** Exercise details **
Whenever a line carries the word "node", pull it out of the entries.
-- Opening Marker --
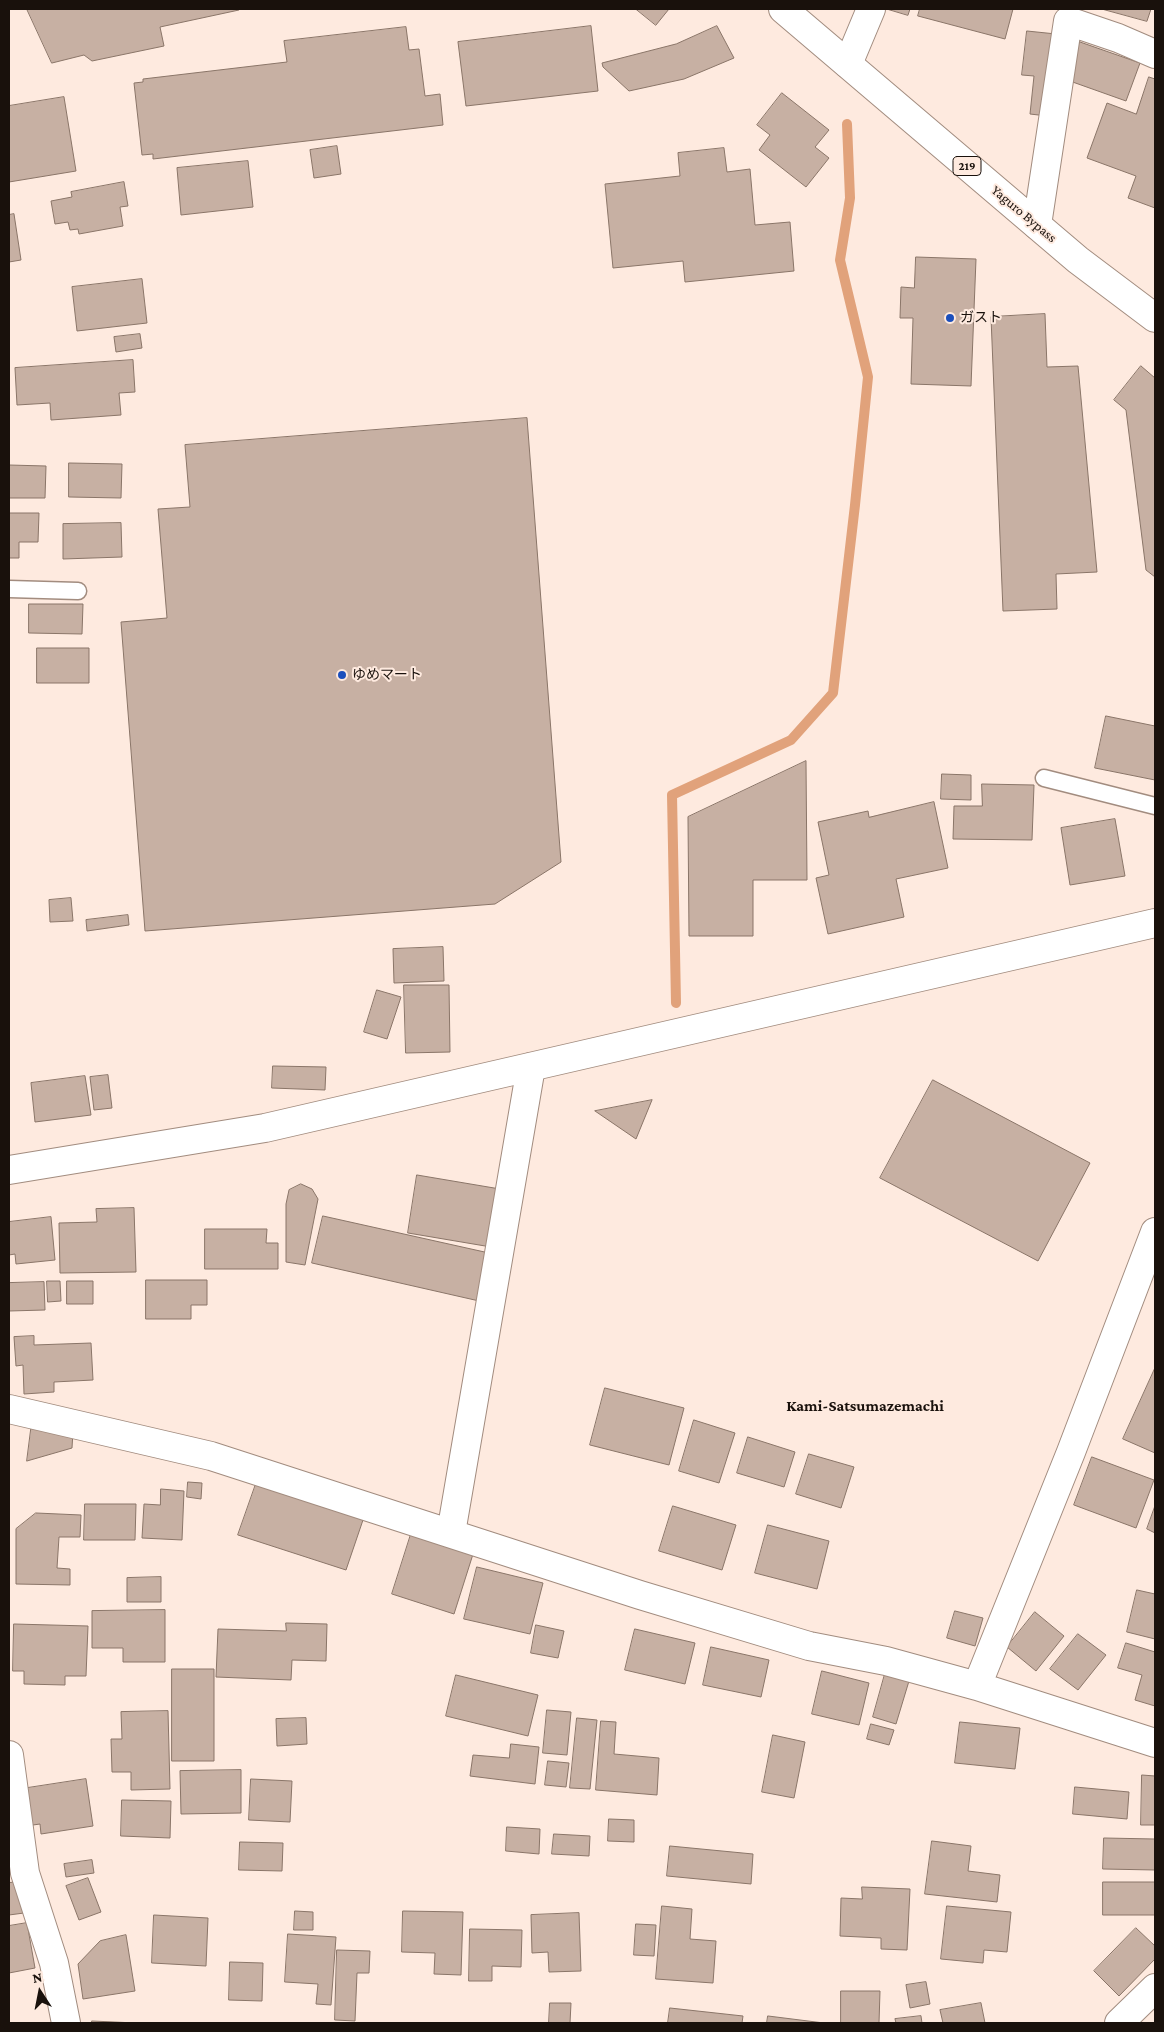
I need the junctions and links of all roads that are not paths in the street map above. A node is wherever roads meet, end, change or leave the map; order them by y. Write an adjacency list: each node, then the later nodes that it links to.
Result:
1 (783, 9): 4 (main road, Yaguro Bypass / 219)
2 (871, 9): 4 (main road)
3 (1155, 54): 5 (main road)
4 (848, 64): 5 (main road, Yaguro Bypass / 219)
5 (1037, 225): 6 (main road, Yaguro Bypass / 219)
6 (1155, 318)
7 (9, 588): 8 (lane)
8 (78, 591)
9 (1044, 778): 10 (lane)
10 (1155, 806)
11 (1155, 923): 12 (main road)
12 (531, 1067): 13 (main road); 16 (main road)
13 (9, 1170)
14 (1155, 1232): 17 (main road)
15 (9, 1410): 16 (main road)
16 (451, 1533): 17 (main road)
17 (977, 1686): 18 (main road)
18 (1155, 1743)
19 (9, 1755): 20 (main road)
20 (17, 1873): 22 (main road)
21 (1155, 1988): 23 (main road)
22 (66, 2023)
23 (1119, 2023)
-- Closing Marker --
-- Opening Marker --
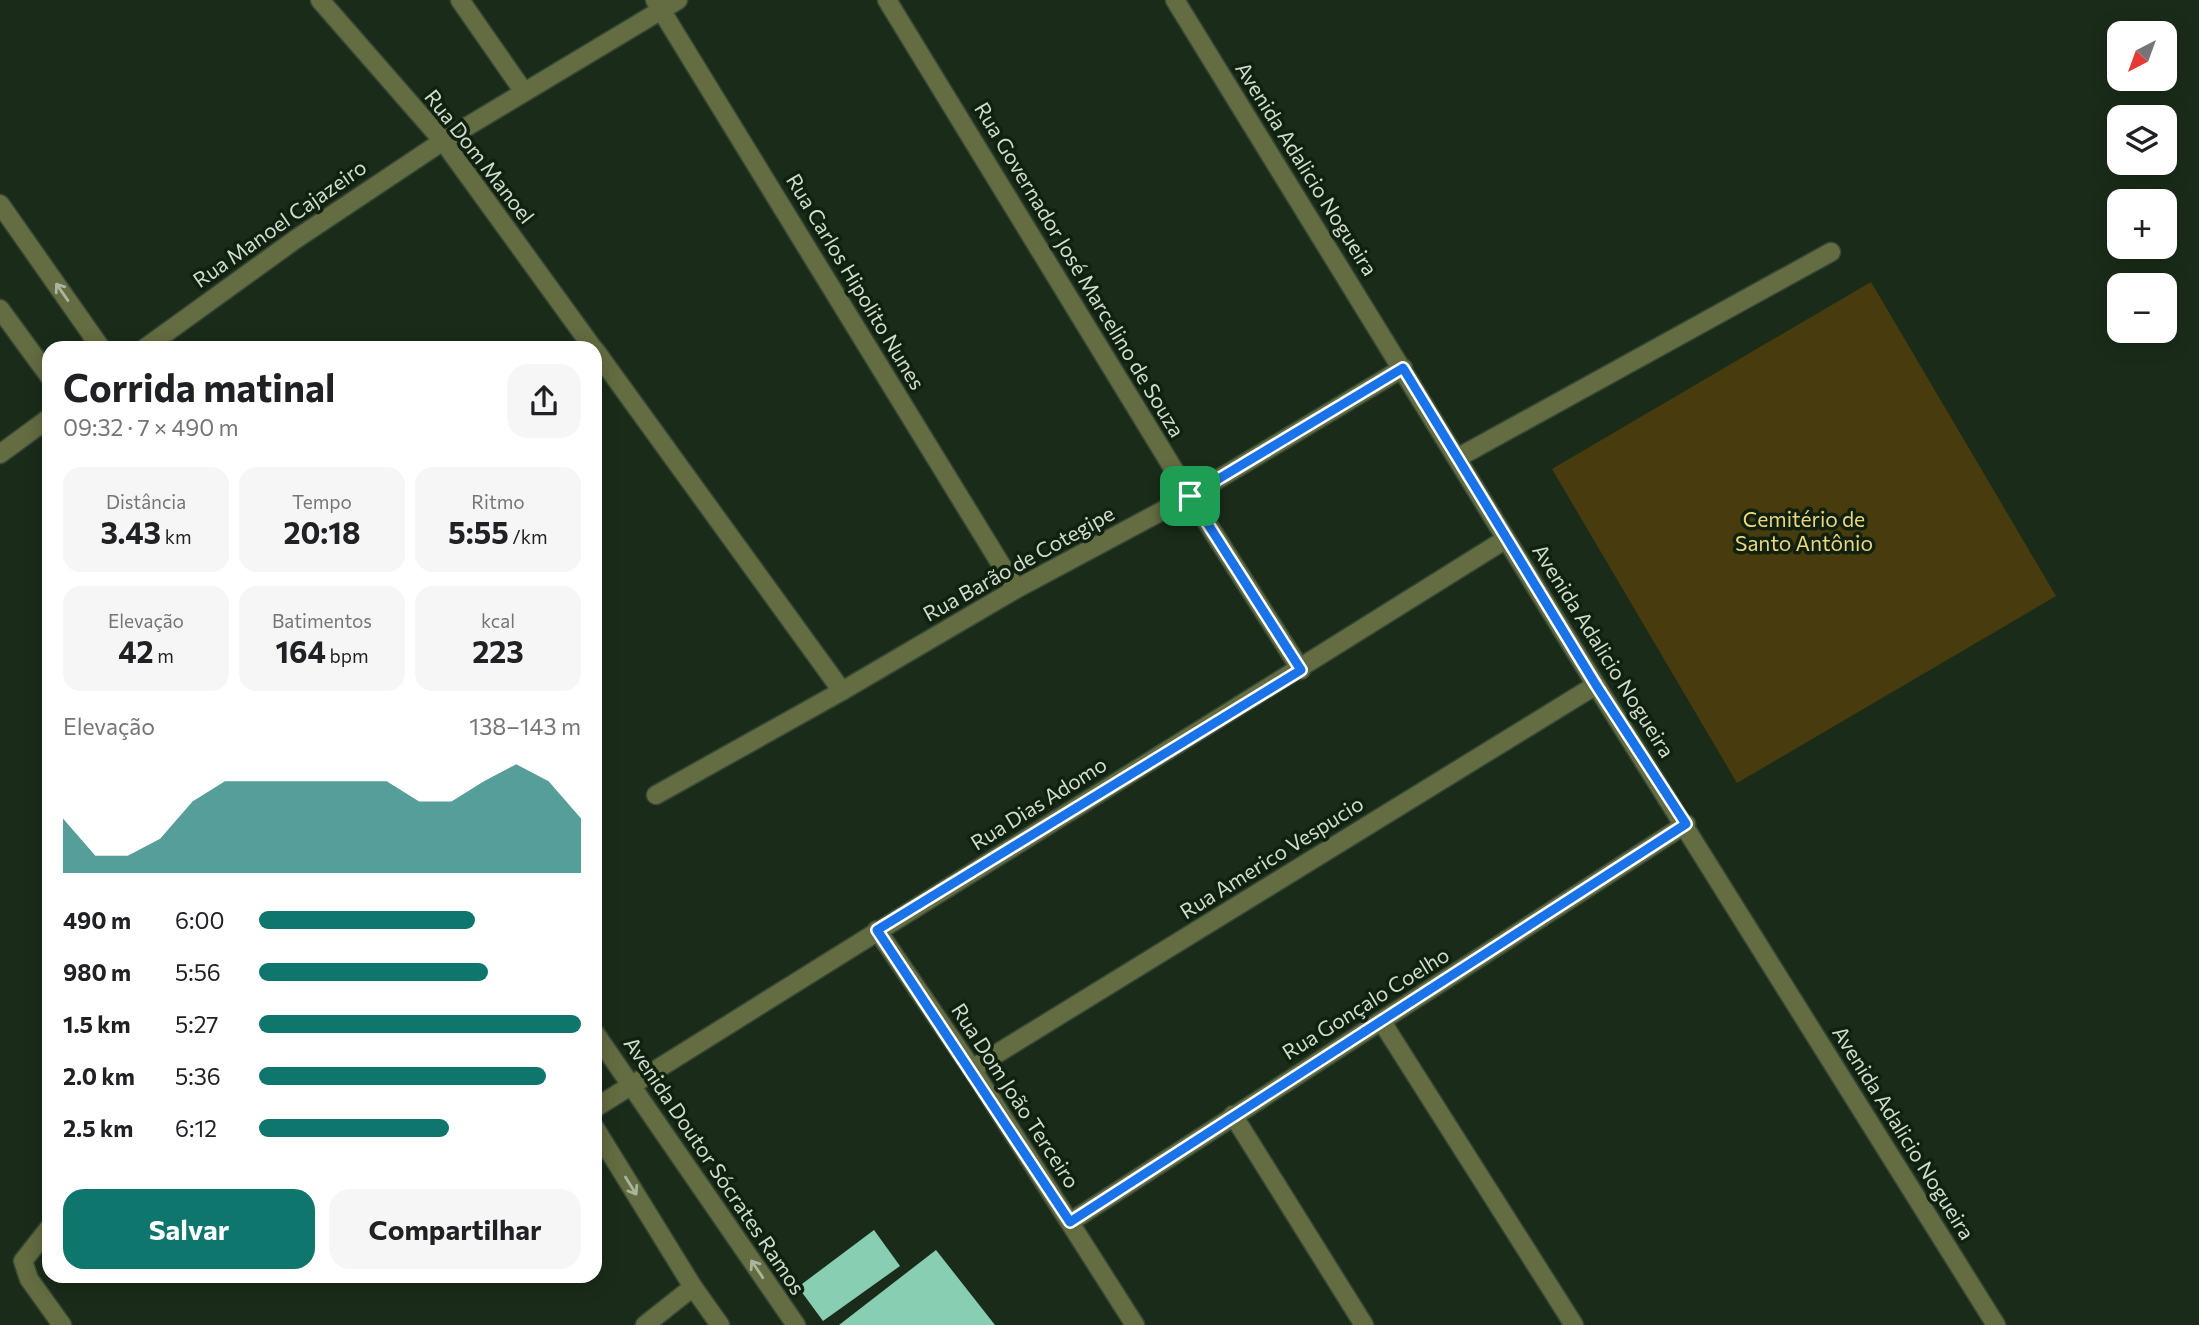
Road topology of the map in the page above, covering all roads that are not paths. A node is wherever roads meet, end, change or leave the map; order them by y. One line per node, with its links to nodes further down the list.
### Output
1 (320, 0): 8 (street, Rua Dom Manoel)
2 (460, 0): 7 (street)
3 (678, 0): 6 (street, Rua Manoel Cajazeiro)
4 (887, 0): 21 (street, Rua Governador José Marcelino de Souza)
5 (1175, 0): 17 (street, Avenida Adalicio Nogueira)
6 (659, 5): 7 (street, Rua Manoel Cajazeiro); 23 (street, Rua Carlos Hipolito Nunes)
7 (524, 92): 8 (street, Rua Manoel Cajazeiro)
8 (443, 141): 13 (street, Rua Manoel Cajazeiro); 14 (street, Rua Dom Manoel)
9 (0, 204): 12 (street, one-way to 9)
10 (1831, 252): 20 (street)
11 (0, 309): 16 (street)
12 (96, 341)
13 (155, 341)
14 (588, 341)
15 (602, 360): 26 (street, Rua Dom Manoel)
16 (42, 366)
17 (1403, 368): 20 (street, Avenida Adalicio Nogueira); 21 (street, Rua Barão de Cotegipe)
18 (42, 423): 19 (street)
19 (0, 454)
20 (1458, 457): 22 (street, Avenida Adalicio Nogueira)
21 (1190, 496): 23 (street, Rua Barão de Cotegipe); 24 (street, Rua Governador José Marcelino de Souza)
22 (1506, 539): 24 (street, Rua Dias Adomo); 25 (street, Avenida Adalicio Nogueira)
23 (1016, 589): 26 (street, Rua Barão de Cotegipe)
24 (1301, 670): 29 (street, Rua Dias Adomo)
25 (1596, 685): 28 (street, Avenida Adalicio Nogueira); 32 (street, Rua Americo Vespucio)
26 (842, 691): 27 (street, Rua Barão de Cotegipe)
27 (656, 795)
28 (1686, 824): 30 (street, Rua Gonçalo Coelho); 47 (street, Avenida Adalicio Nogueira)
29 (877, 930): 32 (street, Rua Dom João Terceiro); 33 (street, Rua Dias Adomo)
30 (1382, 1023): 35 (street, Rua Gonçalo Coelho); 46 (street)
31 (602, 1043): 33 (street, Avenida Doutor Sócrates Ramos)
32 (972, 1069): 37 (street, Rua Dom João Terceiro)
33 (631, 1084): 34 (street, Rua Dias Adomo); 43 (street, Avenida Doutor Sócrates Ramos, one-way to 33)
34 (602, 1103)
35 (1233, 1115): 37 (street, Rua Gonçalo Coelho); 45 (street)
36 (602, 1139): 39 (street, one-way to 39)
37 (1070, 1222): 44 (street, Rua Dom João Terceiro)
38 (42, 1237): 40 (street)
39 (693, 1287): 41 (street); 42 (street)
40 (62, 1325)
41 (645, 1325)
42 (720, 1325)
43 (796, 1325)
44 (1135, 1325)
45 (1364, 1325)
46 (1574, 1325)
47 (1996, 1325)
-- Closing Marker --
** Result for this task **
I need the junctions and links of all roads that are not paths in the street map above. A node is wherever roads meet, end, change or leave the map; order them by y. Write an adjacency list: each node, then the later nodes that it links to.
Road topology of the map in the page above, covering all roads that are not paths. A node is wherever roads meet, end, change or leave the map; order them by y. One line per node, with its links to nodes further down the list.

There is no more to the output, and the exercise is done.